(Saved entries)
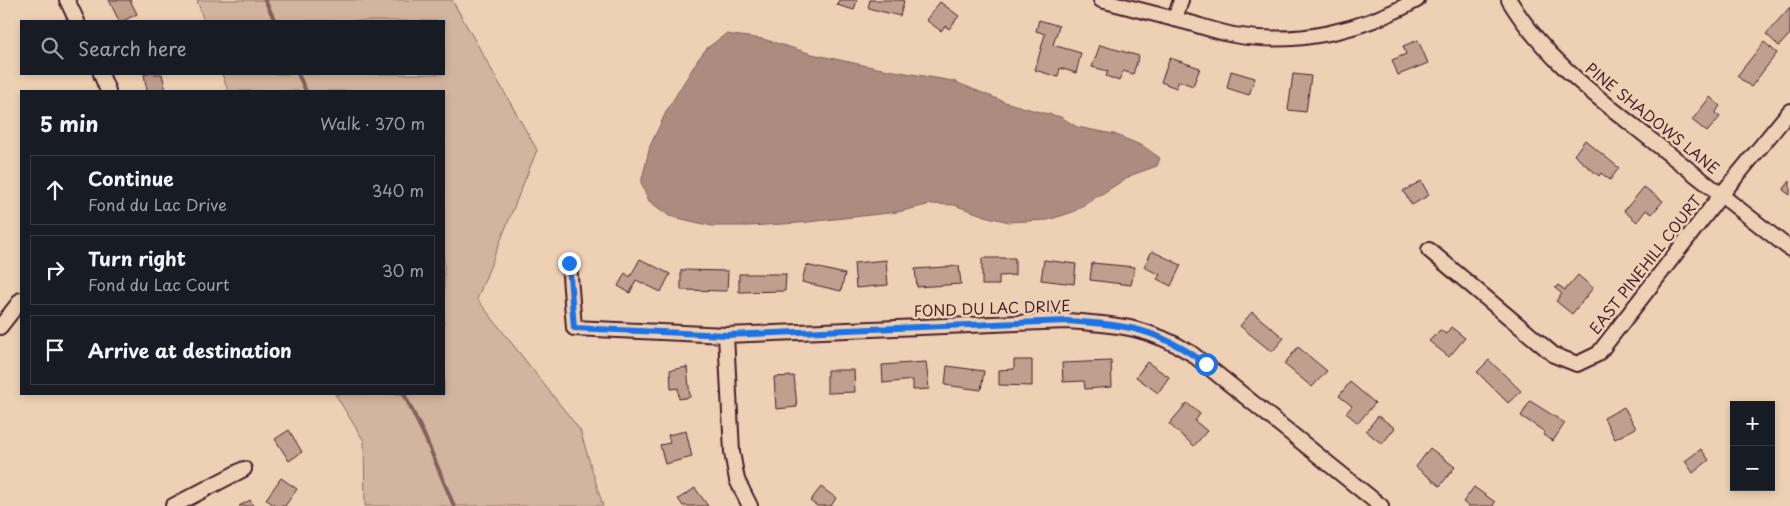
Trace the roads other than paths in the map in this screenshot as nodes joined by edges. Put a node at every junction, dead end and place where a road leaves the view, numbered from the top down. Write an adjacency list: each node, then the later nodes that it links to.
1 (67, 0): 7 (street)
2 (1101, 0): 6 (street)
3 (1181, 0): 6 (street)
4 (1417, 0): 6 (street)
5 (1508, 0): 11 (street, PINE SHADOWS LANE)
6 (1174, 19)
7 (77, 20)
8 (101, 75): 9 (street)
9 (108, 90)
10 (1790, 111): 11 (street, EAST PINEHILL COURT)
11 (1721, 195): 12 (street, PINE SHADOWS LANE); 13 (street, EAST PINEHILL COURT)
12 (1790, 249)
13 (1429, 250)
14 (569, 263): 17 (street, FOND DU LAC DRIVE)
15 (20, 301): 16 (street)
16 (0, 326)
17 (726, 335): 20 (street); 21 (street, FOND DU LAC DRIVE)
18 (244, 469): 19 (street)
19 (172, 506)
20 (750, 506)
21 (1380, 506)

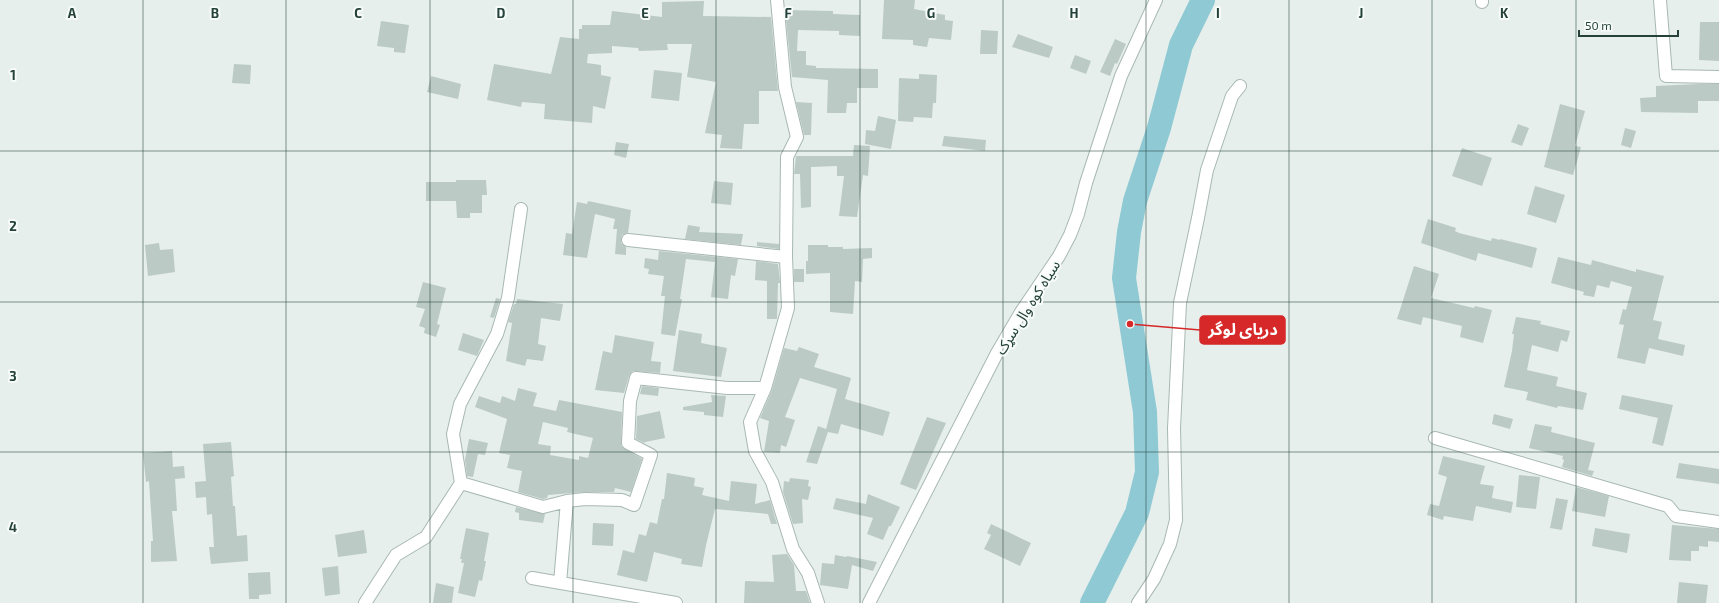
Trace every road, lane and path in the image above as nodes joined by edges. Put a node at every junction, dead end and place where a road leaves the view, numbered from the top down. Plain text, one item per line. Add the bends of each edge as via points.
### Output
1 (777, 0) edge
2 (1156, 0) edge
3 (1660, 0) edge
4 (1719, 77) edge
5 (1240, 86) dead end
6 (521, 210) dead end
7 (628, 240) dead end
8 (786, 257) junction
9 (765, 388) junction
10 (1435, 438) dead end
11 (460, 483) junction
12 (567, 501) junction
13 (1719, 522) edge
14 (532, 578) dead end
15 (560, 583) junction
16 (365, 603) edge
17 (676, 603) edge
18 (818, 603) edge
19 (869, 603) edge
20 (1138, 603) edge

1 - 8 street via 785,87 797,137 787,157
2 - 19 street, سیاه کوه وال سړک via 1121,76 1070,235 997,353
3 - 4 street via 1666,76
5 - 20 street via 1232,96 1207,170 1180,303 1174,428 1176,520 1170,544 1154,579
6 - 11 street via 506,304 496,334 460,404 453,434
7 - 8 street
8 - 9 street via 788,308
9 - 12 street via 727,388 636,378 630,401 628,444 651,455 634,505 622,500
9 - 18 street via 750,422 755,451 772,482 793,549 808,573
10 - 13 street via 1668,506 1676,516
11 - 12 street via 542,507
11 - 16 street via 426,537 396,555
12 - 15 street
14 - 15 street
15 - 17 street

**How to complete this task**
Each entry must be set down word for word; no image may be carried over.

**Worked solution**
Trace the roads other than paths in the map in this screenshot as nodes joined by edges. Put a node at every junction, dead end and place where a road leaves the view, numbered from the top down. Write an adjacency list: each node, then the later nodes that it links to.
1 (67, 0): 7 (street)
2 (1101, 0): 6 (street)
3 (1181, 0): 6 (street)
4 (1417, 0): 6 (street)
5 (1508, 0): 11 (street, PINE SHADOWS LANE)
6 (1174, 19)
7 (77, 20)
8 (101, 75): 9 (street)
9 (108, 90)
10 (1790, 111): 11 (street, EAST PINEHILL COURT)
11 (1721, 195): 12 (street, PINE SHADOWS LANE); 13 (street, EAST PINEHILL COURT)
12 (1790, 249)
13 (1429, 250)
14 (569, 263): 17 (street, FOND DU LAC DRIVE)
15 (20, 301): 16 (street)
16 (0, 326)
17 (726, 335): 20 (street); 21 (street, FOND DU LAC DRIVE)
18 (244, 469): 19 (street)
19 (172, 506)
20 (750, 506)
21 (1380, 506)

Trace every road, lane and path in the image above as nodes joined by edges. Put a node at every junction, dead end and place where a road leaves the view, numbered from the top down. Plain text, one item per line. Add the bends of each edge as via points.
### Output
1 (777, 0) edge
2 (1156, 0) edge
3 (1660, 0) edge
4 (1719, 77) edge
5 (1240, 86) dead end
6 (521, 210) dead end
7 (628, 240) dead end
8 (786, 257) junction
9 (765, 388) junction
10 (1435, 438) dead end
11 (460, 483) junction
12 (567, 501) junction
13 (1719, 522) edge
14 (532, 578) dead end
15 (560, 583) junction
16 (365, 603) edge
17 (676, 603) edge
18 (818, 603) edge
19 (869, 603) edge
20 (1138, 603) edge

1 - 8 street via 785,87 797,137 787,157
2 - 19 street, سیاه کوه وال سړک via 1121,76 1070,235 997,353
3 - 4 street via 1666,76
5 - 20 street via 1232,96 1207,170 1180,303 1174,428 1176,520 1170,544 1154,579
6 - 11 street via 506,304 496,334 460,404 453,434
7 - 8 street
8 - 9 street via 788,308
9 - 12 street via 727,388 636,378 630,401 628,444 651,455 634,505 622,500
9 - 18 street via 750,422 755,451 772,482 793,549 808,573
10 - 13 street via 1668,506 1676,516
11 - 12 street via 542,507
11 - 16 street via 426,537 396,555
12 - 15 street
14 - 15 street
15 - 17 street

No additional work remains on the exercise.